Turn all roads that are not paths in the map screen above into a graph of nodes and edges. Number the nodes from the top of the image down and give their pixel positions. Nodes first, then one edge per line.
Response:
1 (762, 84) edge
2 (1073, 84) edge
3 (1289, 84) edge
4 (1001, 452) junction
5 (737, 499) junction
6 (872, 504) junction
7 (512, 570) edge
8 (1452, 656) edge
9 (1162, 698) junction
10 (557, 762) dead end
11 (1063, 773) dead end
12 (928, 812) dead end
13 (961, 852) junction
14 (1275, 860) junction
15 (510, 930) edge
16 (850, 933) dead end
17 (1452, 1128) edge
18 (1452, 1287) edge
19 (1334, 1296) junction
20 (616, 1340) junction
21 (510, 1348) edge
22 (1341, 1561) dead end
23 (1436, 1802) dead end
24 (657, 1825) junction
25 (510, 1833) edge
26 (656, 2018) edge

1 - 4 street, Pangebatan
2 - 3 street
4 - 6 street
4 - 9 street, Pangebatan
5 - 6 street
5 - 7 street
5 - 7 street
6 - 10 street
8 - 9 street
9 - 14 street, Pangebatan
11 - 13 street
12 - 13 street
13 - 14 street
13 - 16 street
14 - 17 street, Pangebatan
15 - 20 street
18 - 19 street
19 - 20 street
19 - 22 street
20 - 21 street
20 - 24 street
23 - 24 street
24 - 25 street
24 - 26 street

__Exercise brief__:
Top to bottom, set down the whole listing exactly.

__Answer to this task__:
Turn all roads that are not paths in the map screen above into a graph of nodes and edges. Number the nodes from the top of the image down and give their pixel positions. Nodes first, then one edge per line.
Response:
1 (762, 84) edge
2 (1073, 84) edge
3 (1289, 84) edge
4 (1001, 452) junction
5 (737, 499) junction
6 (872, 504) junction
7 (512, 570) edge
8 (1452, 656) edge
9 (1162, 698) junction
10 (557, 762) dead end
11 (1063, 773) dead end
12 (928, 812) dead end
13 (961, 852) junction
14 (1275, 860) junction
15 (510, 930) edge
16 (850, 933) dead end
17 (1452, 1128) edge
18 (1452, 1287) edge
19 (1334, 1296) junction
20 (616, 1340) junction
21 (510, 1348) edge
22 (1341, 1561) dead end
23 (1436, 1802) dead end
24 (657, 1825) junction
25 (510, 1833) edge
26 (656, 2018) edge

1 - 4 street, Pangebatan
2 - 3 street
4 - 6 street
4 - 9 street, Pangebatan
5 - 6 street
5 - 7 street
5 - 7 street
6 - 10 street
8 - 9 street
9 - 14 street, Pangebatan
11 - 13 street
12 - 13 street
13 - 14 street
13 - 16 street
14 - 17 street, Pangebatan
15 - 20 street
18 - 19 street
19 - 20 street
19 - 22 street
20 - 21 street
20 - 24 street
23 - 24 street
24 - 25 street
24 - 26 street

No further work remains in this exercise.